Amelia başını hayır dercesine iki yana salladı ve:
-Beni ne zaman aklı başında bir insan olarak göreceksin merak ediyorum doğrusu.
William onu alnından öperek
-Hiç bir zaman, dedi ve ayağa kalkarak
- seninle baş başa kalmayı tercih ederdim lakin misafirlerimizle ilgilenmeliyiz, dedi
Ardından ikisi beraber odadan çıkıp misafirlerin yanına gittiler.
................................
Doğum günü şöleninin ardından Amelia'nın unutkanlıkları artarak devam etti. O kendi başına bir keman parçası bestelemeye çalışıyordu. Aslında işler düzgün gidiyordu da fakat bir türlü hemen öncesinde çaldığı notaları not alamadan unutuyordu. Aklı sürekli meşguldü. Durup dururken aklına gereksiz şeyler gelip beynini meşgul ediyordu. Hatta o kadar dalgındı ki kimi zaman oraya nasıl geldiğini bilmeden evin farklı yerlerinde buluyordu kendini.

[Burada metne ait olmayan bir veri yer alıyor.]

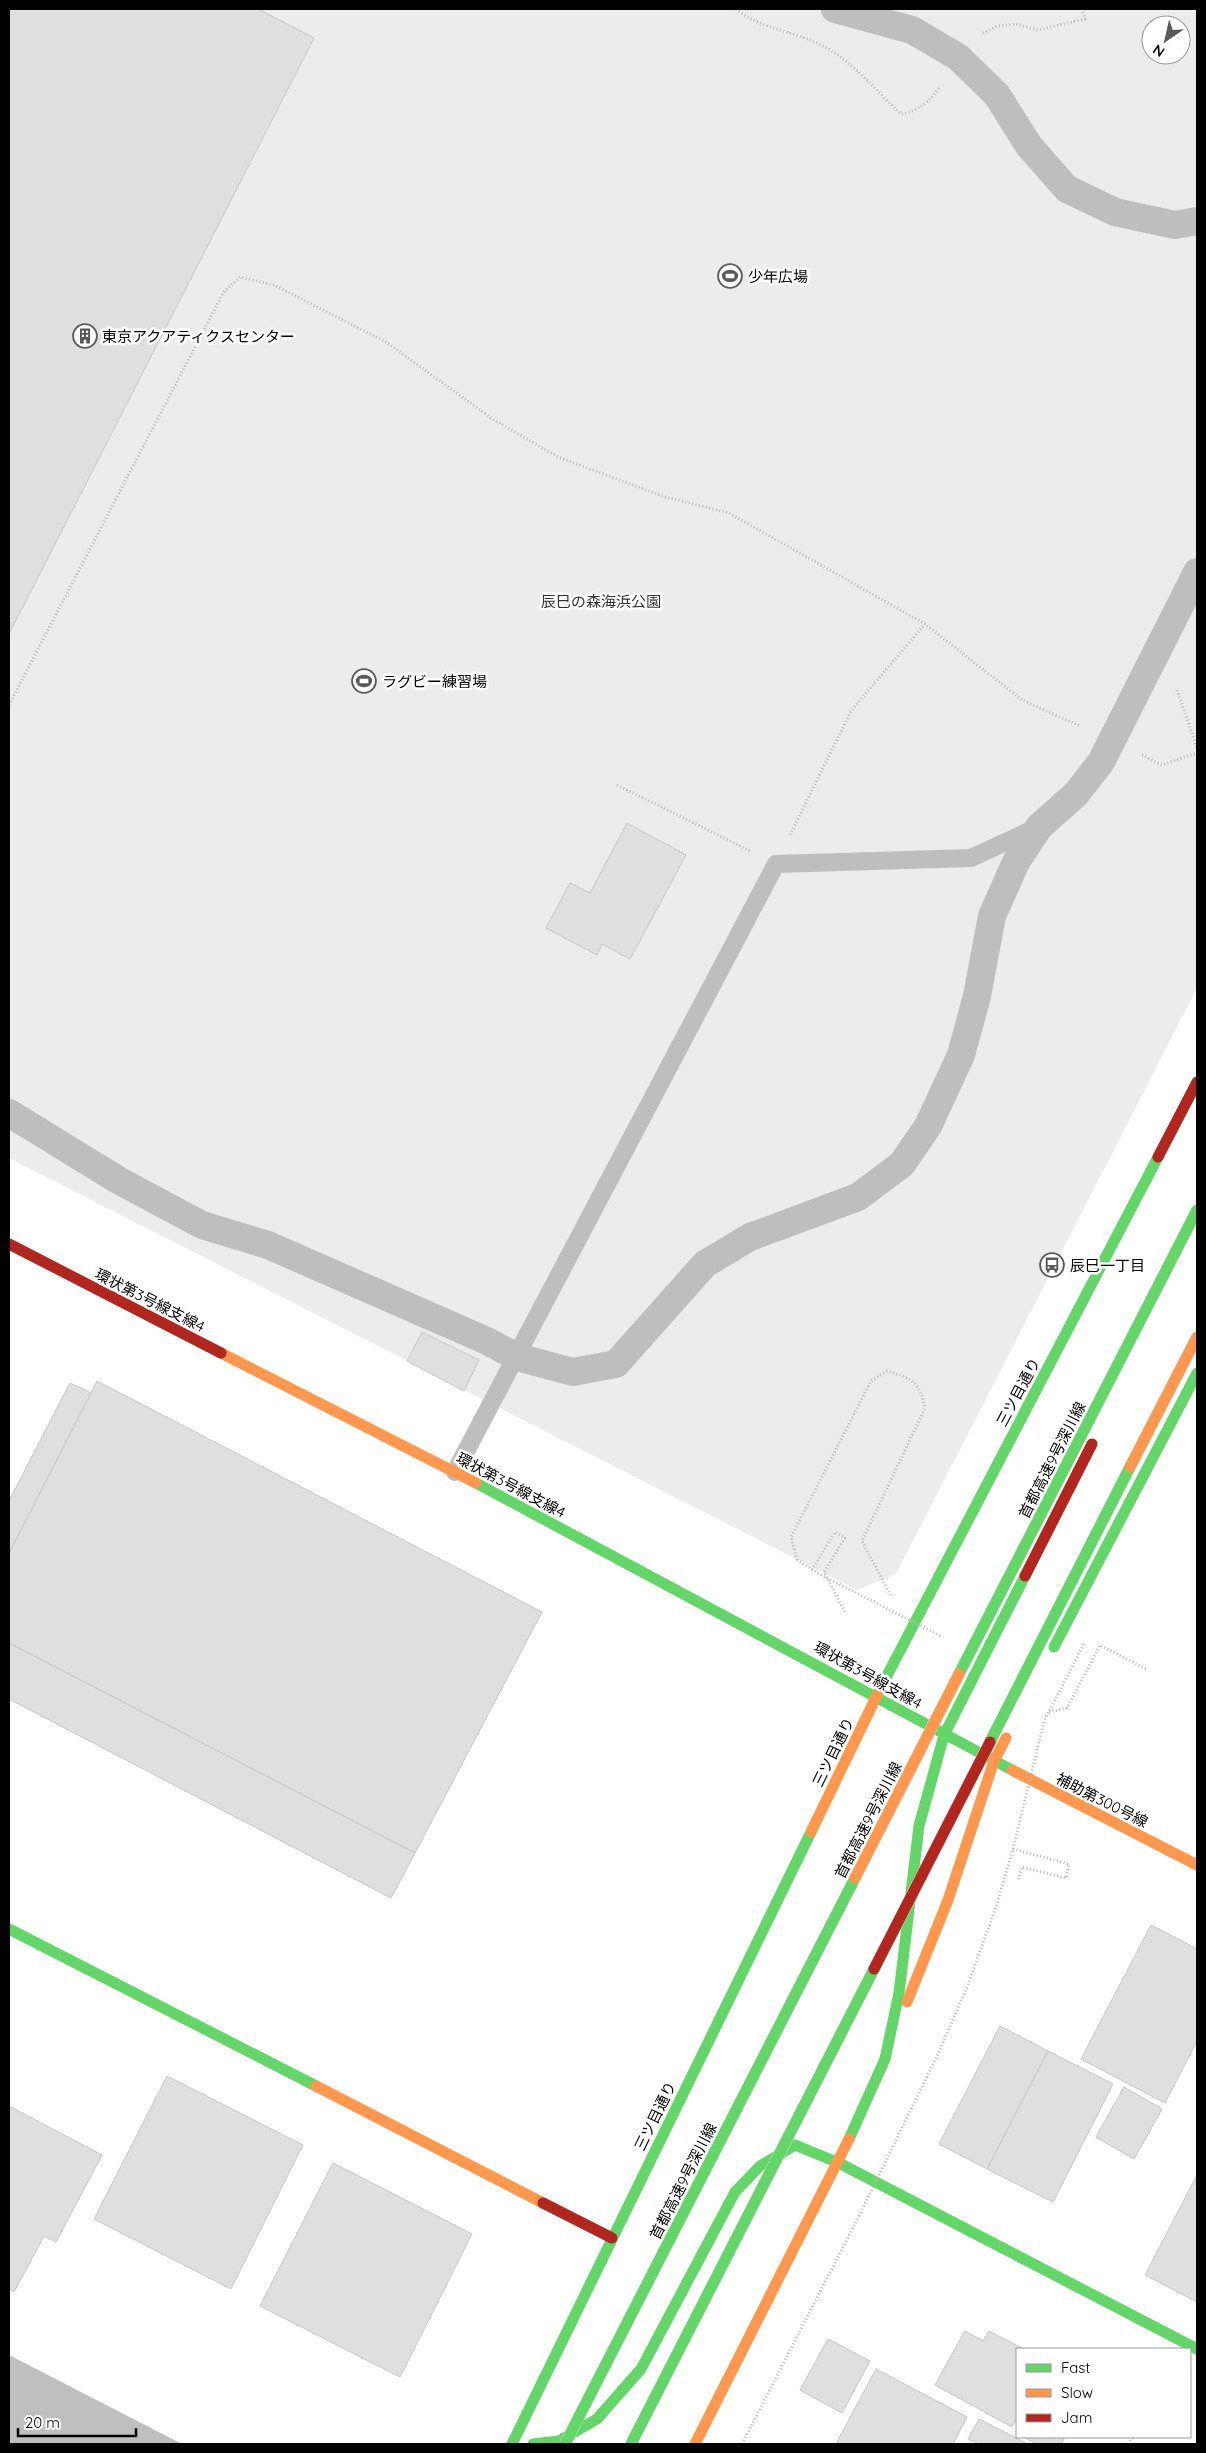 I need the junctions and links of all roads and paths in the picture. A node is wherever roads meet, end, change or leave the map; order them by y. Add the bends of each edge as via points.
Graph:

Bu durumu mümkün olduğu sürece William dan saklamaya çalışıyordu. Çünkü fark etse onunla çocukmuş gibi eğleneceğini biliyordu. Aslında bunu fark etmeye vakti olduğunu da sanmıyordu çünkü son 6 aydır çok meşgul bir şekilde eve geç saatlerde geliyordu. Yüzünü bile doğru dürüst göremiyordu. Bunun yanında çok gergindi de. Ona fark ettirmemeye çalışmasına rağmen savaş kararı artık yakındı. Ve onun elinden hiç bir şey gelmiyordu. Tek yapabildiği şey onun omuzlarına masaj yapıp her şeyin çok güzel olacağına dair palavralar söylemek ve ardından onun suratında oluşan yalancı gülümsemeyi izlemekti. Bazı zamanlar kendini boş bir tuval gibi hissederdi. Kim ona ne çizmek isterse ne görmek istiyorsa onu çizip onu görüyor onu yansıtıyordu. Aslında okulunu sonuna kadar okuyup muallim olmak istedi, ne yazık ki babası gereksiz buldu. Zaten çalışıp para kazanmasına gerek yoktu, bir mesleğinin olmasındansa evlenip çocuk yapıp aşırı soylu neslinin devamını getirmesi daha mantıklıydı. Keman çalmayı seviyordu lakin başlamasındaki esas neden babasının ona soylu kimliğini oturtturabilmesiydi. Her soylu insan en az bir müzik aleti bilmeli, Fransızca öğrenmeli, dikiş nakış... Fakat kendisi asla hanım bir soylu olmadı, hep bir tarafı çocuk kaldı. O çocuk William sayesinde hep var oldu. Yapmak istediği ne varsa onun sayesinde yapabildi: silah kullanmak, 4 nala at binip koşturmak, zil zurna sarhoş olmak, öpüşmek...İşte Amelia bunları düşünürken birden etrafına bakıyor ve kendini kemanını elinden düşürmüş ve evin farklı bir yerine yürümüş olarak buluyordu. Bu durum artık canını sıkmaya başlamıştı. Çünkü aslında keman çalmakta gayette başarılıydı. Eskiden...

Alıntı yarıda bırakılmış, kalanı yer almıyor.